After 30 years of making thousands of wishes come true, the local chapter of a national charity celebrated at the Balboa Bay Club & Resort on Friday night and by granting yet another wish for a deserving little girl.
More than 200 guests attended the 30th anniversary of Make-A-Wish Orange County and Inland Empire “Evening of Wishes” event and watched as 3-year-old Avery’s wish to be a princess came true.
“The ballroom quickly turned into a Renaissance-themed high court, complete with a throne and a Master of Revels, who announced the coronation of a new princess,” a Make-A-Wish statement described.
“Members of the royal family were ushered in before attention was directed toward the side doors and an elegantly dressed little girl walked into the ballroom holding her mom’s hand,“ it continued. “The high court bowed as she walked passed.”
Avery, a cancer patient from Loma Linda, sat on her father’s lap on the royal throne and was crowned princess.
“Many people do not get to experience a wish and what it can do,” said Stephanie McCormick, president and CEO of Make-A-Wish Orange County and the Inland Empire. “We wanted to honor young Avery and share with our guests the true power of a wish.”
The inaugural gala also featured a live and silent auction, which included a stay at Disneyland’s exclusive Dream Suite, and an opportunity drawing for a diamond and pearl necklace donated by Black, Starr and Frost, valued at $4,000.
The event raised approximately $150,000. Proceeds will directly benefit local children.
The event also included a speech by MAW America founding member Frank Shankwitz.
Shankwitz spoke about granting the organization’s first official wish for Frank “Bopsy” Salazar, which included a trip to Disneyland.
The wish “spurred a relationship between Disney and Make-A-Wish, and solidified strong ties with the Orange County community,” according to a MAW statement.
He also described his experience with leukemia patient Chris Greicius, 7, of Phoenix, who dreamed of being a police officer, and became the inspiration behind the creation of the charity.

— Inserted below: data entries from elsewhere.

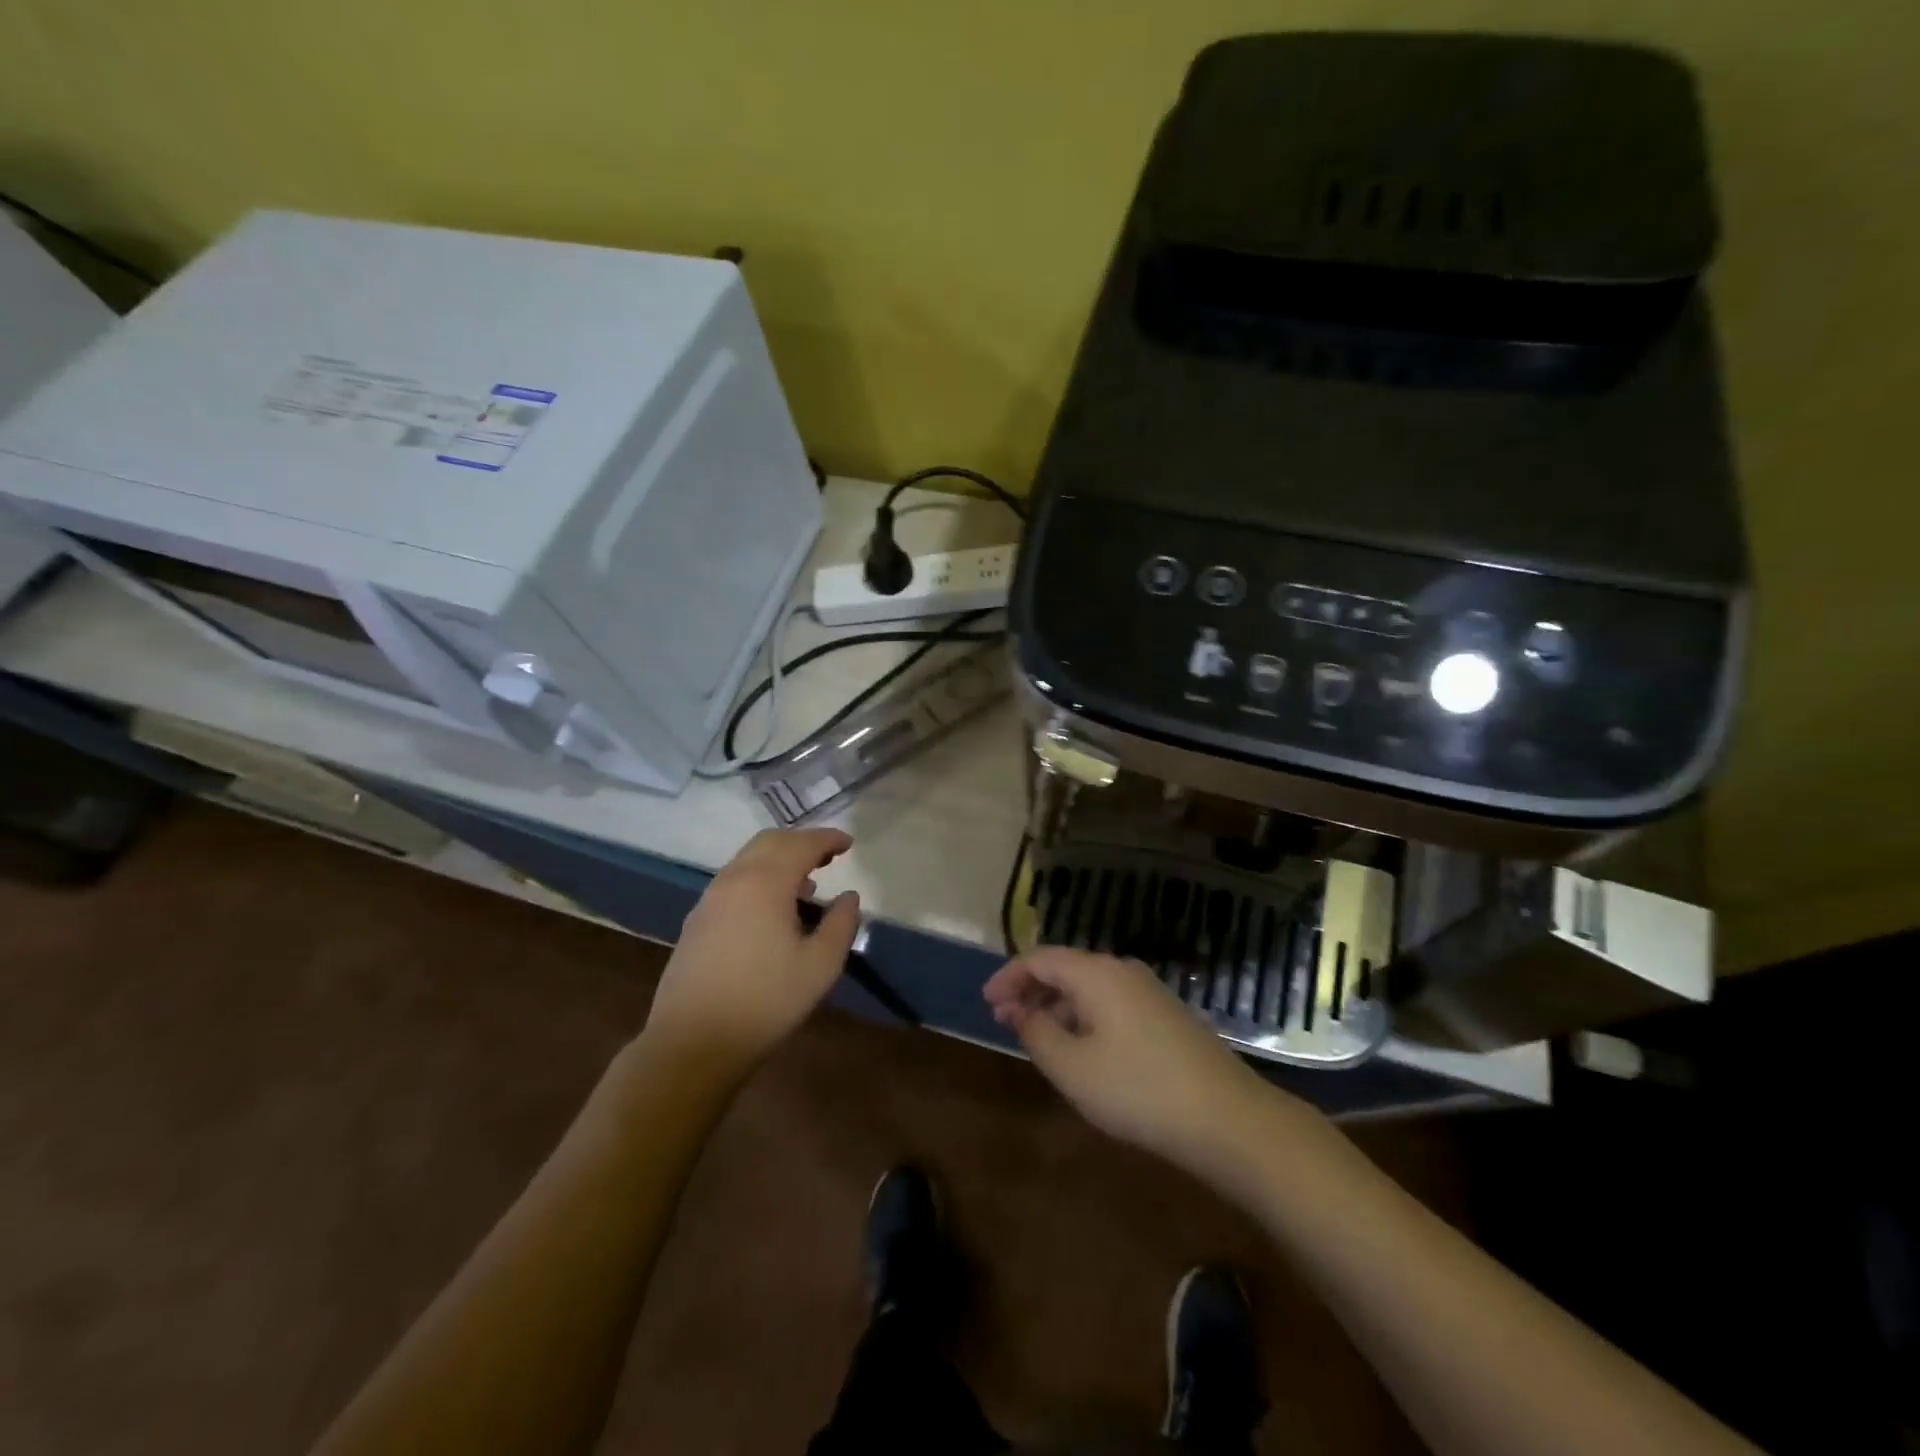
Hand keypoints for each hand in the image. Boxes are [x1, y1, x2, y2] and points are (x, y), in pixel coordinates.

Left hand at [642, 828, 861, 1077]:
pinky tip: (772, 909)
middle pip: (770, 842)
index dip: (827, 839)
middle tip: (828, 856)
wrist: (693, 1042)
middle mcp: (734, 879)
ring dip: (778, 859)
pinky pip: (734, 880)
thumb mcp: (820, 966)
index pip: (801, 844)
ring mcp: (710, 899)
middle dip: (801, 842)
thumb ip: (841, 924)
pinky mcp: (697, 920)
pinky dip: (759, 877)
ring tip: (805, 884)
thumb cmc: (766, 1002)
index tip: (849, 844)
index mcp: (765, 883)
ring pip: (748, 859)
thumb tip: (849, 896)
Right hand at [983, 948, 1274, 1171]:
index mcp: (1096, 973)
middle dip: (1032, 991)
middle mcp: (1123, 970)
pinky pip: (1112, 1004)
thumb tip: (1021, 1011)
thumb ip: (1037, 1033)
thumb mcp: (1072, 1067)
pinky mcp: (1167, 1016)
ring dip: (1058, 1007)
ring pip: (1090, 988)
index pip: (1040, 959)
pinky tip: (1082, 1049)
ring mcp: (1149, 992)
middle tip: (1006, 1020)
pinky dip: (1085, 1017)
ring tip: (1038, 1037)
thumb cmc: (1137, 1089)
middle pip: (1066, 969)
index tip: (987, 1002)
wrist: (1227, 1118)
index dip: (1009, 977)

With the help of the Arizona Department of Public Safety, Greicius was able to experience the life of an Arizona State Trooper.
Greicius “flew helicopter patrol, sat on a motorcycle and earned his merit wings by successfully maneuvering a motorcycle maze with his own small motorized motorcycle, which he used instead of a wheelchair. A uniform was designed to fit, which was Chris’ most prized possession,” the OC and Inland Empire MAW website explains.

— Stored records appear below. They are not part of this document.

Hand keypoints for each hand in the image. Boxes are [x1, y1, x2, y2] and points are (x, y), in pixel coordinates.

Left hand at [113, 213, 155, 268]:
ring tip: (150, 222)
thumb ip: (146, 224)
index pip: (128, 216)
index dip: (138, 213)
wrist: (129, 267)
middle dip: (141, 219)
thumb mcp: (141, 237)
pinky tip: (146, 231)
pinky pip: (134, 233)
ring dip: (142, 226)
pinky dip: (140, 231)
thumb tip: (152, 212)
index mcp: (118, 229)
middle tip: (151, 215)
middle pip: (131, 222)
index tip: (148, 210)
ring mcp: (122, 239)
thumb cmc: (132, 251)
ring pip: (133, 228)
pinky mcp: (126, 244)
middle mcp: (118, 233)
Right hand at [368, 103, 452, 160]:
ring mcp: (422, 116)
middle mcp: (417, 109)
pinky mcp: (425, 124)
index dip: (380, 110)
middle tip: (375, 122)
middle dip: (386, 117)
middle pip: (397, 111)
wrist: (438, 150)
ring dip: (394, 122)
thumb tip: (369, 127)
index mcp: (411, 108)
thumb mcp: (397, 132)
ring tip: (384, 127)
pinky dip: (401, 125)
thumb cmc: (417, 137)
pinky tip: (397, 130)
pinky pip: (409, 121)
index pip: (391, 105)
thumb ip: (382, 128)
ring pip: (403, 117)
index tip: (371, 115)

“His delight and appreciation, and that of all who helped make this wish come true, inspired the group to create the Make-A-Wish Foundation,” the site states.
The Orange County and Inland Empire chapter was founded a few years later, in 1983, with the fulfillment of 14-year-old Tamara’s dream to see the clear blue waters of the Caribbean.
The chapter has since granted over 4,000 wishes to children in Orange, Riverside, and San Bernardino counties.
The chapter covers about 28,000 square miles and works with more than 400 volunteers.
Make-A-Wish grants the wishes of children with life-threatening medical conditions to enrich the human experience with hope, strength and joy.